RE: Seeing red
February 3, 2016 at 1:47 am
(This post was last modified: February 3, 2016 at 1:59 am by bennyboy.)
(February 3, 2016 at 12:54 am)Rhythm Wrote: Here we go.
Whereas A is apple, b is red, and c is "a red apple". That's what I think ideas are (though I'm sure the idea of red apple is more complicated than this, some ideas..presumably, are not). Replace the gate above with a neuron and you have comp mind. Imo a redundant phrase, neurons -are- gates. An idea is, very literally, the state of the gate..in comp mind. Which inputs and outputs are true or false, on or off.
You could as easily draw "idea A" and "idea B" or "fairy A" and "fairy B." The apple-shaped fairy does a little dance with the red-colored fairy, yes?
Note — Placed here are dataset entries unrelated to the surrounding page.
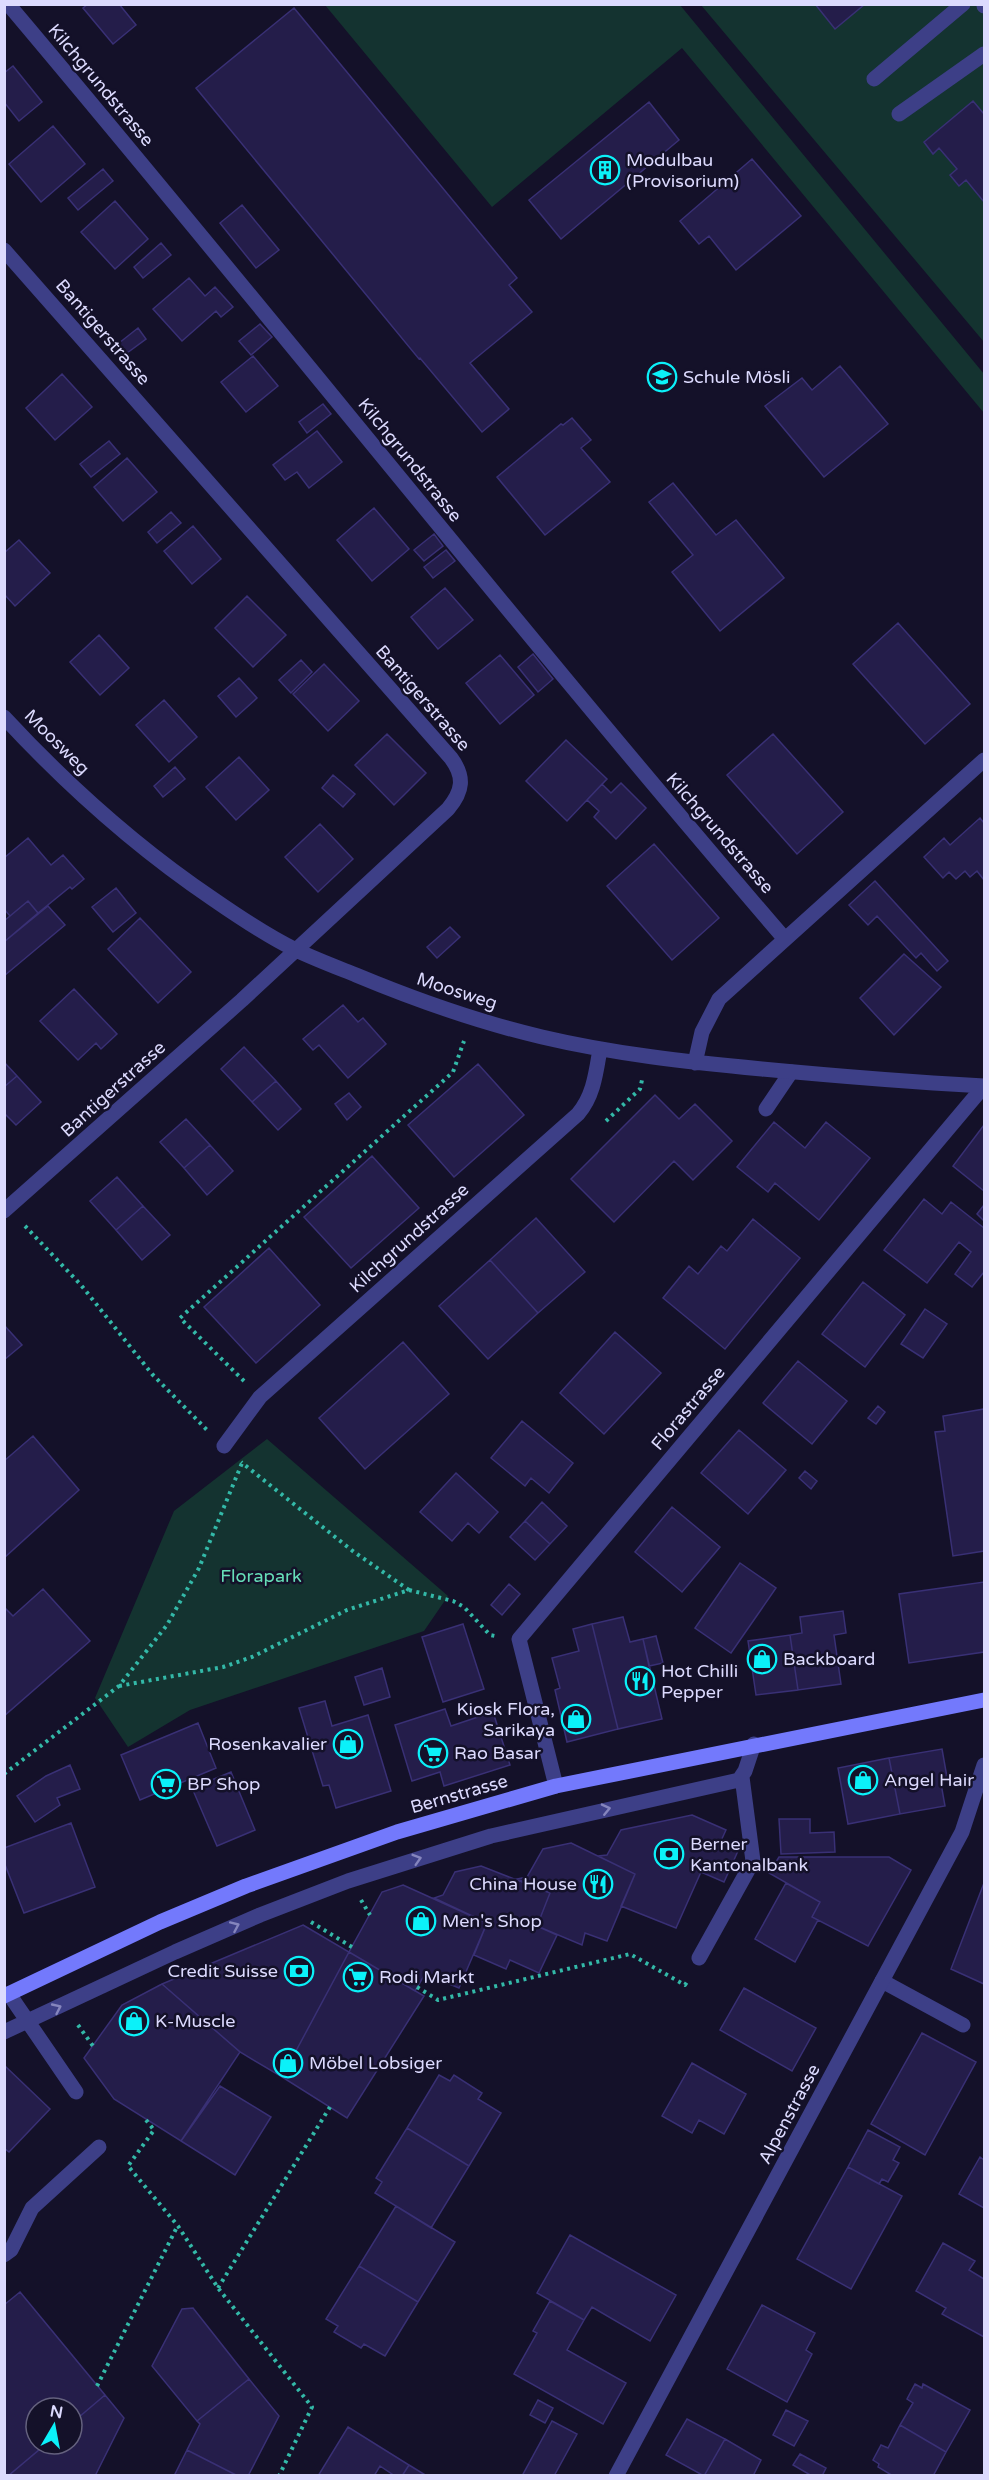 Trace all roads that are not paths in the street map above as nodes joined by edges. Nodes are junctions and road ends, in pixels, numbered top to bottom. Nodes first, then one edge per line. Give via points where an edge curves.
1 (8, 4) edge
2 (963, 4) edge
3 (984, 54) edge
4 (874, 80) dead end
5 (899, 114) dead end
6 (4, 250) edge
7 (4, 717) edge
8 (984, 760) edge
9 (784, 938) junction
10 (296, 950) junction
11 (600, 1049) junction
12 (695, 1063) junction
13 (791, 1072) junction
14 (984, 1086) edge
15 (766, 1109) dead end
16 (7, 1210) edge
17 (224, 1446) road end
18 (984, 1700) edge
19 (754, 1744) junction
20 (984, 1765) edge
21 (742, 1777) junction
22 (556, 1786) junction
23 (699, 1958) road end
24 (882, 1981) junction
25 (7, 1995) edge
26 (27, 2022) junction
27 (963, 2025) dead end
28 (4, 2032) edge
29 (76, 2091) dead end
30 (99, 2147) dead end
31 (4, 2255) edge
32 (616, 2475) edge

1 - 9 street, Kilchgrundstrasse
2 - 4 street
3 - 5 street
6 - 10 street, Bantigerstrasse via 451,758 460,774 460,791 448,809
7 - 10 street, Moosweg via 107,818 178,875
8 - 9 street
9 - 12 street via 719,999 702,1032
10 - 11 street, Moosweg via 472,1017
10 - 16 street, Bantigerstrasse
11 - 12 street, Moosweg
11 - 17 street, Kilchgrundstrasse via 586,1104 260,1397
12 - 13 street, Moosweg
13 - 14 street, Moosweg
13 - 15 street
14 - 22 street, Florastrasse via 519,1639
18 - 19 main road, Bernstrasse
19 - 21 street
19 - 22 main road, Bernstrasse
20 - 24 street, Alpenstrasse via 962,1832
21 - 23 street via 753,1861
26 -> 21 street via 175,1952 348,1881 491,1836 734,1782
22 - 25 main road, Bernstrasse via 397,1832 246,1886
24 - 27 street
24 - 32 street, Alpenstrasse
25 - 26 street
26 - 28 street
26 - 29 street
30 - 31 street via 32,2208 11,2250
If what you are saying is right, then I could make a computer which checks if something is/isn't an apple, and whether it is/isn't red. The resultant logical output can easily be displayed in binary terms: 1 1 for (is apple and is red) and 0 0 for (is not apple and is not red). Now, if I print out my name in binary:
011000100110010101101110011011100111100101100010011011110111100100100000
we can see that the name "bennyboy" is a complex expression of various states of appleness and redness. And yet, perhaps only you and a couple of others see red when you read that particular name. Though we can interpret those bits as apple-states, they could represent anything else.
This is the problem with your theory: states are ARBITRARY records, and need a context to establish meaning. And what establishes this meaning? More states? Another layer of operations? You can only wave at the system and insist that with sufficient complexity, all is possible. The brain, then, is your Alpha and Omega, and you worship it not for its physical structure but for the ghost that supervenes on it, for no good reason that you can see.